Stored records:
-.-.-
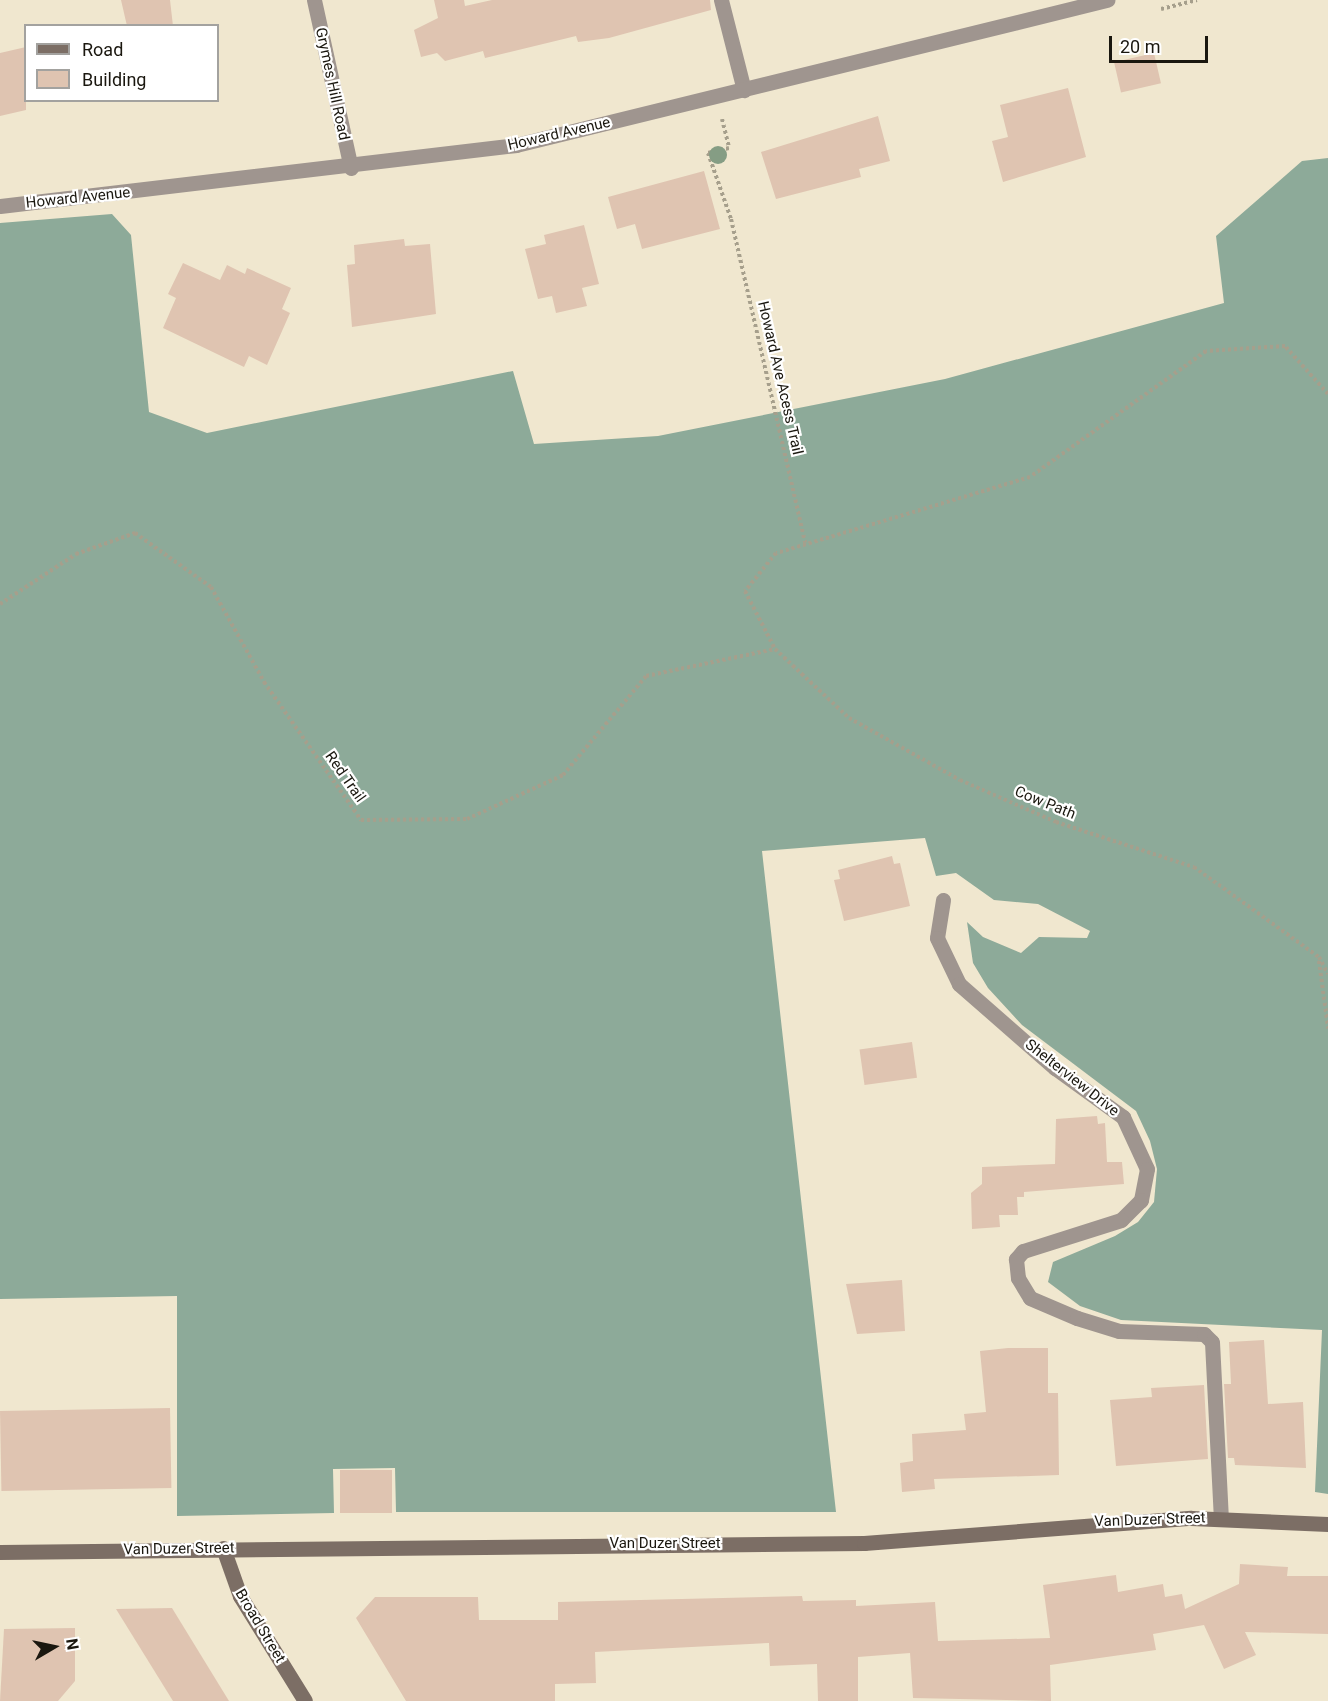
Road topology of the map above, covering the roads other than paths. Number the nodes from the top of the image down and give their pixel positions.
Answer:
1 (314, 0) edge
2 (721, 0) edge
3 (1107, 0) edge
4 (744, 90) junction
5 (351, 168) junction
6 (0, 206) edge
7 (943, 900) dead end
8 (1221, 1518) junction
9 (1328, 1524) edge
10 (223, 1548) junction
11 (0, 1552) edge
12 (305, 1701) edge

1 - 5 street, Grymes Hill Road
2 - 4 street
3 - 4 street, Howard Avenue
4 - 5 street, Howard Avenue
5 - 6 street, Howard Avenue
7 - 8 street, Shelterview Drive
8 - 9 main road, Van Duzer Street
8 - 10 main road, Van Duzer Street
10 - 11 main road, Van Duzer Street
10 - 12 main road, Broad Street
-.-.-
Exercise prompt: Only the records are wanted, copied exactly, with the pictures dropped.

Task response:
Road topology of the map above, covering the roads other than paths. Number the nodes from the top of the image down and give their pixel positions.
Answer:
1 (314, 0) edge
2 (721, 0) edge
3 (1107, 0) edge
4 (744, 90) junction
5 (351, 168) junction
6 (0, 206) edge
7 (943, 900) dead end
8 (1221, 1518) junction
9 (1328, 1524) edge
10 (223, 1548) junction
11 (0, 1552) edge
12 (305, 1701) edge

1 - 5 street, Grymes Hill Road
2 - 4 street
3 - 4 street, Howard Avenue
4 - 5 street, Howard Avenue
5 - 6 street, Howard Avenue
7 - 8 street, Shelterview Drive
8 - 9 main road, Van Duzer Street
8 - 10 main road, Van Duzer Street
10 - 11 main road, Van Duzer Street
10 - 12 main road, Broad Street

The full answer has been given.